Воистину есть от чего в отчаяние прийти. Но было бы непростительным упрощением считать, что весь вопрос в деньгах. Что вот, мол, был советский народ таким, что ли, работящим иждивенцем, а теперь, мол, гарантированный паек кончился, пошла голодуха и социальная деградация, откуда и все проблемы. Отчасти, конечно, так. Но только от очень небольшой части.

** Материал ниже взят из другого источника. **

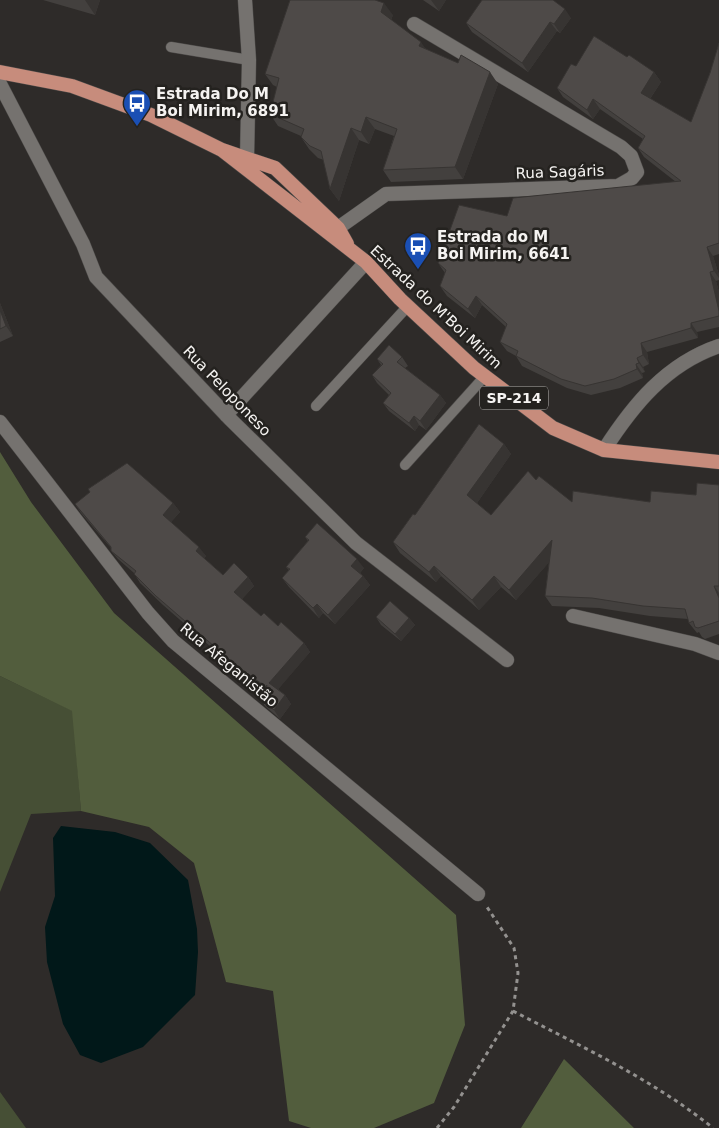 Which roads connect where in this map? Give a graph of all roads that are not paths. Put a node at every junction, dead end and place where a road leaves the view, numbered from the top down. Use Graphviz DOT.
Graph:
graph roads {
  1 [pos="245,0"];
  2 [pos="414,24"];
  3 [pos="171,47"];
  4 [pos="249,60"];
  5 [pos="0,72"];
  6 [pos="0,84"];
  7 [pos="222,150"];
  8 [pos="247,159"];
  9 [pos="338,228"];
  10 [pos="352,251"];
  11 [pos="366,262"];
  12 [pos="408,306"];
  13 [pos="719,346"];
  14 [pos="484,376"];
  15 [pos="316,406"];
  16 [pos="226,415"];
  17 [pos="0,422"];
  18 [pos="604,450"];
  19 [pos="719,462"];
  20 [pos="405,465"];
  21 [pos="572,616"];
  22 [pos="719,654"];
  23 [pos="507,660"];
  24 [pos="478,894"];
  1 -- 4 [label="street"];
  2 -- 9 [label="street, Rua Sagáris"];
  3 -- 4 [label="lane"];
  4 -- 8 [label="street"];
  5 -- 7 [label="main road, Estrada do M'Boi Mirim / SP-214"];
  6 -- 16 [label="street, Rua Peloponeso"];
  7 -- 8 [label="main road, Estrada do M'Boi Mirim"];
  7 -- 10 [label="main road, Estrada do M'Boi Mirim / SP-214"];
  8 -- 9 [label="main road, Estrada do M'Boi Mirim"];
  9 -- 10 [label="main road, Estrada do M'Boi Mirim"];
  10 -- 11 [label="main road, Estrada do M'Boi Mirim / SP-214"];
  11 -- 12 [label="main road, Estrada do M'Boi Mirim / SP-214"];
  11 -- 16 [label="street"];
  12 -- 14 [label="main road, Estrada do M'Boi Mirim / SP-214"];
  12 -- 15 [label="lane"];
  13 -- 18 [label="street"];
  14 -- 18 [label="main road, Estrada do M'Boi Mirim / SP-214"];
  14 -- 20 [label="lane"];
  16 -- 23 [label="street, Rua Peloponeso"];
  17 -- 24 [label="street, Rua Afeganistão"];
  18 -- 19 [label="main road, Estrada do M'Boi Mirim / SP-214"];
  21 -- 22 [label="street"];
} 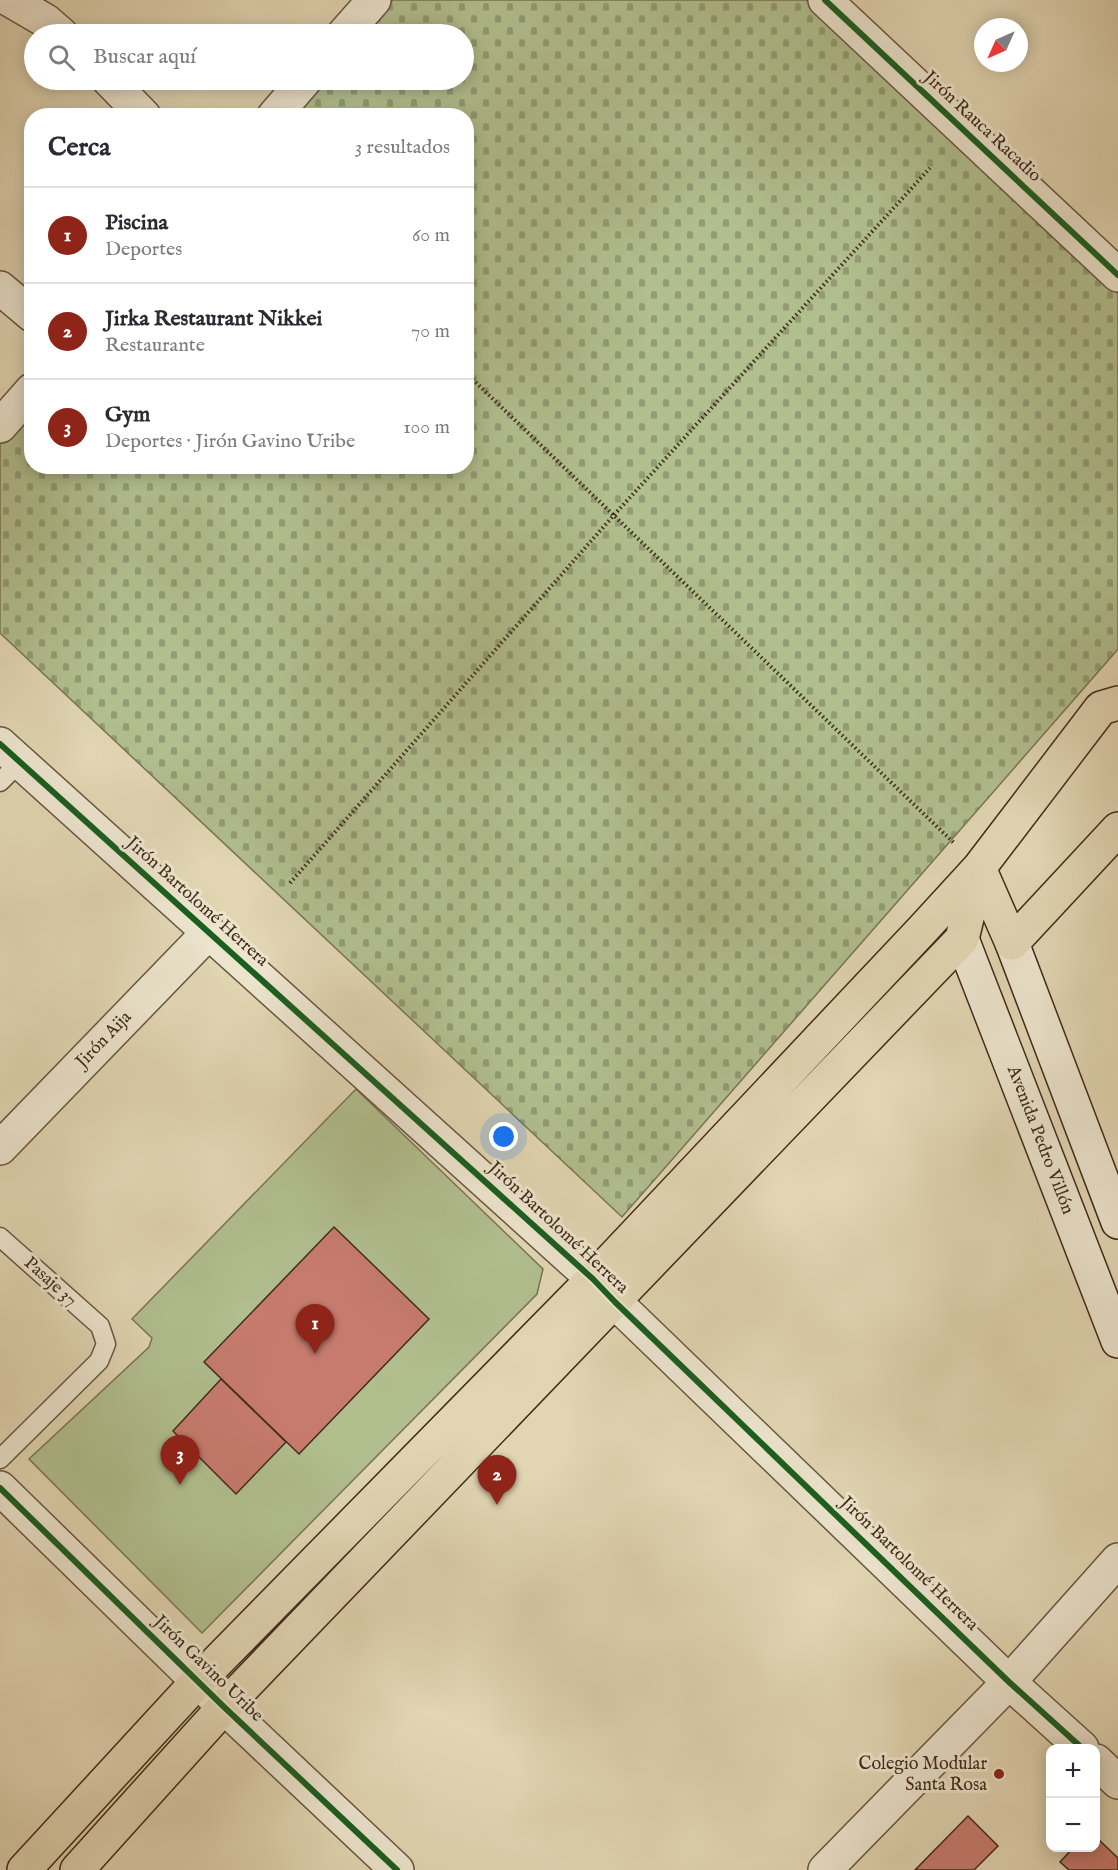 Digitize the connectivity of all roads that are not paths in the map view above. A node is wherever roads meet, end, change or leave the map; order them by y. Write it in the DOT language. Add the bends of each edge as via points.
graph roads {
  1 [pos="10,0"];
  2 [pos="374,0"];
  3 [pos="825,0"];
  4 [pos="49,24"];
  5 [pos="353,24"];
  6 [pos="119,90"];
  7 [pos="296,90"];
  8 [pos="136,108"];
  9 [pos="281,108"];
  10 [pos="1118,275"];
  11 [pos="0,288"];
  12 [pos="24,308"];
  13 [pos="24,399"];
  14 [pos="0,426"];
  15 [pos="1112,699"];
  16 [pos="7,763"];
  17 [pos="1118,830"];
  18 [pos="979,868"];
  19 [pos="208,933"];
  20 [pos="962,939"];
  21 [pos="1012,943"];
  22 [pos="0,1148"];
  23 [pos="1118,1222"];
  24 [pos="0,1237"];
  25 [pos="604,1290"];
  26 [pos="1118,1341"];
  27 [pos="0,1459"];
  28 [pos="0,1488"];
  29 [pos="1118,1560"];
  30 [pos="198,1681"];
  31 [pos="1009,1682"];
  32 [pos="224,1707"];
  33 [pos="1077,1744"];
  34 [pos="1100,1766"];
  35 [pos="1118,1782"];
  36 [pos="24,1870"];
  37 [pos="76,1870"];
  38 [pos="397,1870"];
  39 [pos="825,1870"];
  1 -- 4 [label="street"];
  2 -- 5 [label="street"];
  3 -- 10 [label="street, Jirón Rauca Racadio"];
  6 -- 8 [label="street"];
  7 -- 9 [label="street"];
  11 -- 12 [label="street"];
  13 -- 14 [label="street"];
  15 -- 18 [label="main road"];
  16 -- 19 [label="street, Jirón Bartolomé Herrera"];
  17 -- 21 [label="main road"];
  18 -- 20 [label="main road"];
  18 -- 21 [label="main road"];
  18 -- 25 [label="main road"];
  19 -- 22 [label="street, Jirón Aija"];
  19 -- 25 [label="street, Jirón Bartolomé Herrera"];
  20 -- 25 [label="main road"];
  20 -- 26 [label="street, Avenida Pedro Villón"];
  21 -- 23 [label="street"];
  24 -- 27 [label="lane, Pasaje 37" via="100,1326 106,1344 99,1360"];
  25 -- 30 [label="main road"];
  25 -- 31 [label="street, Jirón Bartolomé Herrera"];
  25 -- 32 [label="main road"];
  28 -- 30 [label="street, Jirón Gavino Uribe"];
  29 -- 31 [label="street"];
  30 -- 32 [label="street, Jirón Gavino Uribe"];
  30 -- 36 [label="main road"];
  31 -- 33 [label="street, Jirón Bartolomé Herrera"];
  31 -- 39 [label="street"];
  32 -- 37 [label="main road"];
  32 -- 38 [label="street, Jirón Gavino Uribe"];
  34 -- 35 [label="street"];
}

Шок наступил не только экономический, но и культурный. Отчасти это похоже на шок модернизации, который пережили народы Ближнего и Среднего Востока, а также Центральной Азии. Такие элементарные, на наш европейский взгляд, вещи, как таблички с названиями улиц и номерами домов, светское образование, движение в сторону женского равноправия, были мощнейшим шоком, разрушившим все народные представления о пространстве и времени, о добре и зле. Эту бурлящую пустоту не удалось заполнить товарным изобилием при наличии вполне платежеспособного спроса. Через три поколения это аукнулось религиозным фундаментализмом и авторитаризмом, подчас карикатурным, но, очевидно, нужным народу, который таким манером излечивает шок модернизации.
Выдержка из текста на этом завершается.